Just wondering which book you'd prefer. I am new to the digital photo world and would like some good reading material to go with my Canon.
Digital Photography Book by Scott Kelby or Understanding Exposure by Bryan Peterson?
Appreciate your advise!
Have to agree that buying books such as the two you've listed will only get you so far. Then you'll be wondering why you spent your money on a book which didn't really move your photography along. Though film/slide/digital photography all have their own quirks and techniques, I'm a bit less interested in any book which is strictly about "digital photography".
IMO if you are looking for the big picture, don't limit yourself to only one format or working style. Buy, if you must, a guide to seeing what you are wishing to capture as an image. If you are short on knowledge of composition, the rules for photography come largely from the painter/illustrator's world and have changed very little since the 1600's and the development of perspective in painting. If you wish to learn more about exposure, learn about classic
chiaroscuro effects. In other words, don't learn how to make only a digital camera work.
Learn instead how to see in an artistic manner. Then devote serious time to learning how your camera operates in a way which will benefit your ideas.
I suppose a few photographers will disagree with this advice, particularly those who prefer to get their work done in post production. My opinion though is to capture the idea as completely as possible in the camera, which should give you less to correct or alter after the fact. I was originally trained as an illustrator and as a stage designer. I learned about photography long before Photoshop was even a glimmer in some software writer's mind. I never sat down at a drawing board with the idea I was going to erase something later. The same goes for my photography. While many "digital" photographers are more apt to create lighting effects in a computer, I tend to see (in my mind) how light and shadow is placed - or can be manipulated - before I compose the shot.

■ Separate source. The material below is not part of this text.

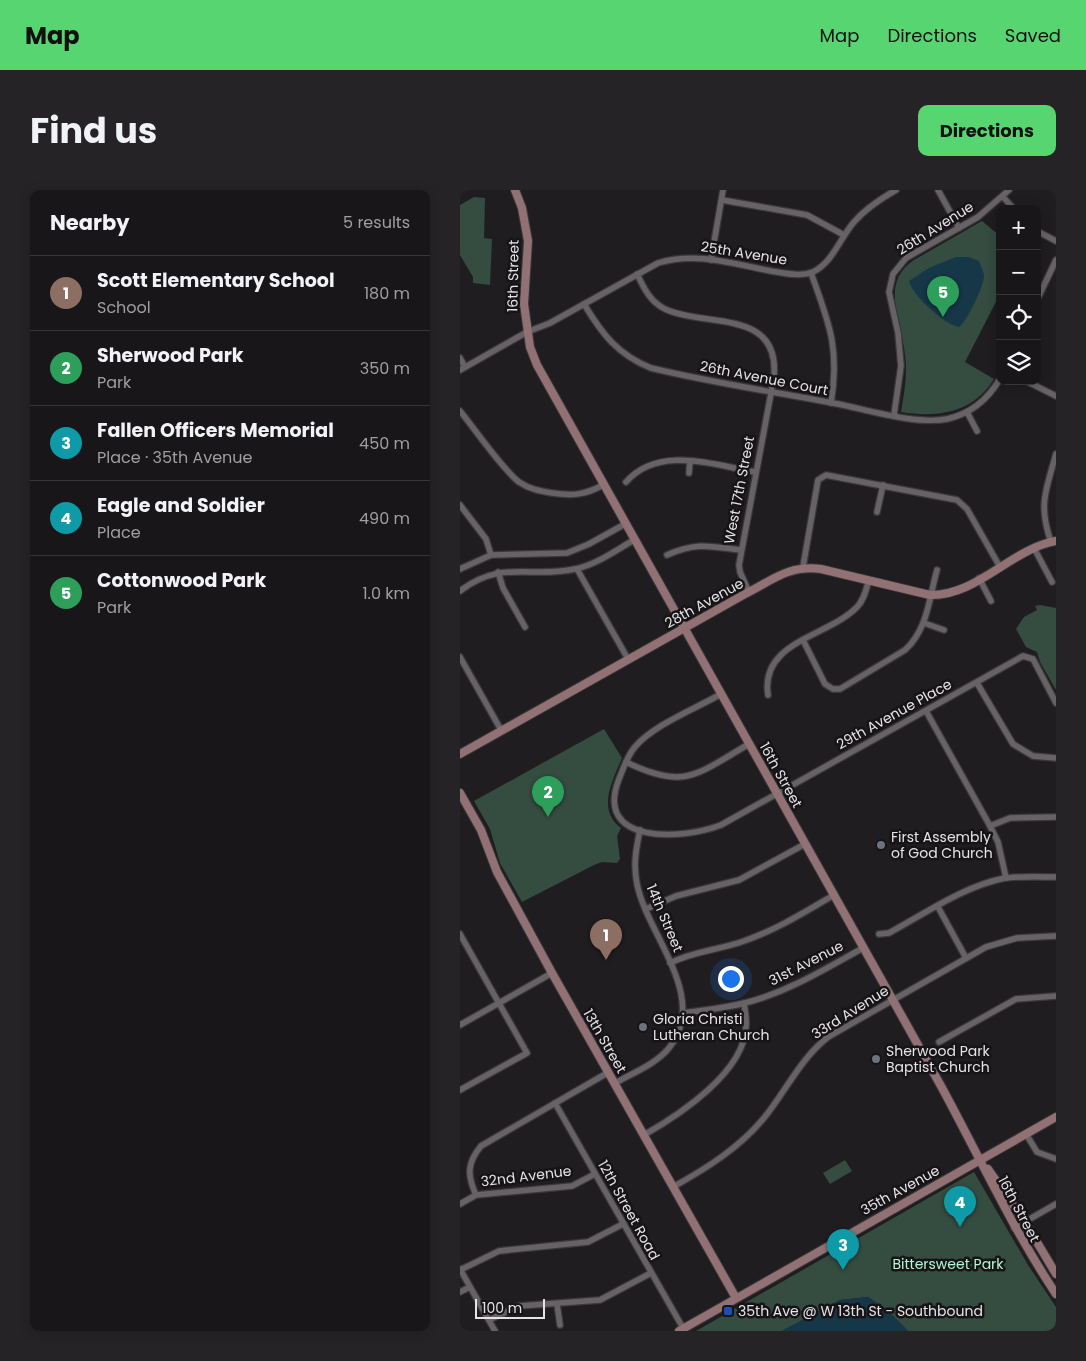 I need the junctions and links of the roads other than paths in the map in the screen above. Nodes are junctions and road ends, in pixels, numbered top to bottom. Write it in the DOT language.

Largely, I would say most illustrators/painters find their answers in the museums and classic art books and then by simply doing what they want done. IMO, if you can't see it before you even pick up the camera, then you likely won't have it after the shutter clicks. You can learn the "rules" of composition just as you learn the relationship of aperture to shutter speed. However, if you only compose an image by the way rules dictate you should, you are, IMO, working backwards and your photographs will always indicate that.

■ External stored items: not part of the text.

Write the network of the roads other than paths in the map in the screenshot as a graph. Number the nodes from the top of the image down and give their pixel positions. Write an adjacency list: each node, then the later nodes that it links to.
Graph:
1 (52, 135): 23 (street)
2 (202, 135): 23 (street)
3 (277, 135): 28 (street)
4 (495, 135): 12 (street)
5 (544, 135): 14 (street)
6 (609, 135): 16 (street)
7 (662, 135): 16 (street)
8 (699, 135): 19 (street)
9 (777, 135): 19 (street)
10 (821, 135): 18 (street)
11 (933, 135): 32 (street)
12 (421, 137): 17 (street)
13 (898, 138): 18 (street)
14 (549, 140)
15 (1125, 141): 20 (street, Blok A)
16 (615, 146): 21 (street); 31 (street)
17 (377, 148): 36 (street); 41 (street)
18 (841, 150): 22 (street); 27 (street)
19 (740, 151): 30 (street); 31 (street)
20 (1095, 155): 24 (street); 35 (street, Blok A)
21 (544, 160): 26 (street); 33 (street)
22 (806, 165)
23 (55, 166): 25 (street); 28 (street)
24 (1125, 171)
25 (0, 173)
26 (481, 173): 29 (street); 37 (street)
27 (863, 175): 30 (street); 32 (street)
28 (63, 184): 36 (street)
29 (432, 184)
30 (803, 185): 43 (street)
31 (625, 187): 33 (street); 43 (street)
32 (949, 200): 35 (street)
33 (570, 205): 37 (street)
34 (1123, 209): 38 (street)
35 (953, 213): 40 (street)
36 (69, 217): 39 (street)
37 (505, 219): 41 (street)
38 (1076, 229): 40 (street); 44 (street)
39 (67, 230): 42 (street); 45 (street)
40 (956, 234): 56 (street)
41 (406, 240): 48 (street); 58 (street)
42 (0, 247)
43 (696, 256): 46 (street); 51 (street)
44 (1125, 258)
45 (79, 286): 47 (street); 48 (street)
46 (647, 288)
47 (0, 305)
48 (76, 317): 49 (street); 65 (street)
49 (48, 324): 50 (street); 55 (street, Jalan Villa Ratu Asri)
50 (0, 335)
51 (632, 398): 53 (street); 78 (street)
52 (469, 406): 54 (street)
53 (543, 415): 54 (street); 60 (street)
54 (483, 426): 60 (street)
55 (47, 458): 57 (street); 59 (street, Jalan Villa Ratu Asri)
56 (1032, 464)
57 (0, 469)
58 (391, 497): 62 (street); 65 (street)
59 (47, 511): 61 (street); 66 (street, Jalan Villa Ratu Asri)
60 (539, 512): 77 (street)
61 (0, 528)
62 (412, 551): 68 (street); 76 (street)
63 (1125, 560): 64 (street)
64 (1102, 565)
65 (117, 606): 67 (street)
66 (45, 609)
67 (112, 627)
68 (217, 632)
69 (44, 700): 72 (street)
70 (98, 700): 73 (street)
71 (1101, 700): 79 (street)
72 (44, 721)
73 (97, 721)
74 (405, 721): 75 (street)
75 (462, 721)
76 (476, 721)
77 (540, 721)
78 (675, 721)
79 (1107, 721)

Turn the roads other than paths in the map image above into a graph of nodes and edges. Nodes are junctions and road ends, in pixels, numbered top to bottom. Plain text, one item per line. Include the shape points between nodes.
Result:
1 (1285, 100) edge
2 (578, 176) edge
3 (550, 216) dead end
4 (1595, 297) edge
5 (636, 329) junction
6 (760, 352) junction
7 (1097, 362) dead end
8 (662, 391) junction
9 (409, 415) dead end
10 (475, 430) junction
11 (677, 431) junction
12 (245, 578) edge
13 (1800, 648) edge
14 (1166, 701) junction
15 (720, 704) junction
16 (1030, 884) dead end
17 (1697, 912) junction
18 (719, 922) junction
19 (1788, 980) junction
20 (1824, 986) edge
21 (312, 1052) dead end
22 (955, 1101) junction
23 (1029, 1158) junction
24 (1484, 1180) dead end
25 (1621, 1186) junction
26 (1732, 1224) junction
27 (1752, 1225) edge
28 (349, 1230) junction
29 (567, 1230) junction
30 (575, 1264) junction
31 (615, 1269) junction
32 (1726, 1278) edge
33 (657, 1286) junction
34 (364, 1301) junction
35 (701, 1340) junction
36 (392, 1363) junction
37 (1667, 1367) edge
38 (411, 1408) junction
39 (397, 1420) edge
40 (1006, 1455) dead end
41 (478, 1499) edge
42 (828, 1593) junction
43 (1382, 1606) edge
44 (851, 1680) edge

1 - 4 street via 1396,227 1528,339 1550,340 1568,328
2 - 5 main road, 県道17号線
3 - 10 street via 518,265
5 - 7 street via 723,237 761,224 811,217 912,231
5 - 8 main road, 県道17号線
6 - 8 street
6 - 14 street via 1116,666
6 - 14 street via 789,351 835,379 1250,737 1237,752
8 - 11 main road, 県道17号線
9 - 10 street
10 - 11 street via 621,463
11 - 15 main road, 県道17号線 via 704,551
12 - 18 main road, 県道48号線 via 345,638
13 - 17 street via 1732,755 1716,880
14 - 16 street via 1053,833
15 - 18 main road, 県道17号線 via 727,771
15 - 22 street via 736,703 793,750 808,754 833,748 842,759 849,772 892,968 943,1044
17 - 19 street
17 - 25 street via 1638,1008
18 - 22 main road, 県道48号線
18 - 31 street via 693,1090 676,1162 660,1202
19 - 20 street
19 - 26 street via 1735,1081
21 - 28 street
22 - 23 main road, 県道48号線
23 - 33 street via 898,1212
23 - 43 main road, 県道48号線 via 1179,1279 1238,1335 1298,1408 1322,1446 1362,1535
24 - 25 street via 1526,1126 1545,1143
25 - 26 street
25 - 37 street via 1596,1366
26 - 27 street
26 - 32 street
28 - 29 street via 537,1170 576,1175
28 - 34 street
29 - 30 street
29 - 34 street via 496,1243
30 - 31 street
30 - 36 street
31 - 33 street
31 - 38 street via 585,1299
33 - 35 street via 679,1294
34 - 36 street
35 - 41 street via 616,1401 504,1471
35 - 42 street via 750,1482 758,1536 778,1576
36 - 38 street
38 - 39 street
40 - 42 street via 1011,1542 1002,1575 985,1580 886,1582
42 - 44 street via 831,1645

Your camera can either assist or defeat you when it comes time to put your ideas to work. My advice, therefore, would be to come to as complete an education as possible with your camera's operation, its strengths and weaknesses, by studying your manual and using your equipment as frequently as possible. If you were to say you wanted to play a musical instrument, you would be asked to practice for "X" amount of time everyday. Playing for three or four hours only on the weekend will be a much less effective way to get the work ingrained in your mind and in your muscle memory.
You should be looking at possible images everyday, all day. You needn't have your camera in your hands to work at seeing what is possible about a subject. If your mind sees a pattern, a line, a negative space or a repetition, you should strive to be at the point with your equipment where you do not have to resort to reading your owner's manual in the field or fumbling around with settings to put your ideas to work. A lot of backwards engineering of other photographers' work is beneficial to this learning process. Rather than buying a book, buy a Sunday newspaper and make an attempt to understand how each image in the paper was constructed.
Save your money on buying books, head to your local library. Look at other people's work. Then go to work yourself.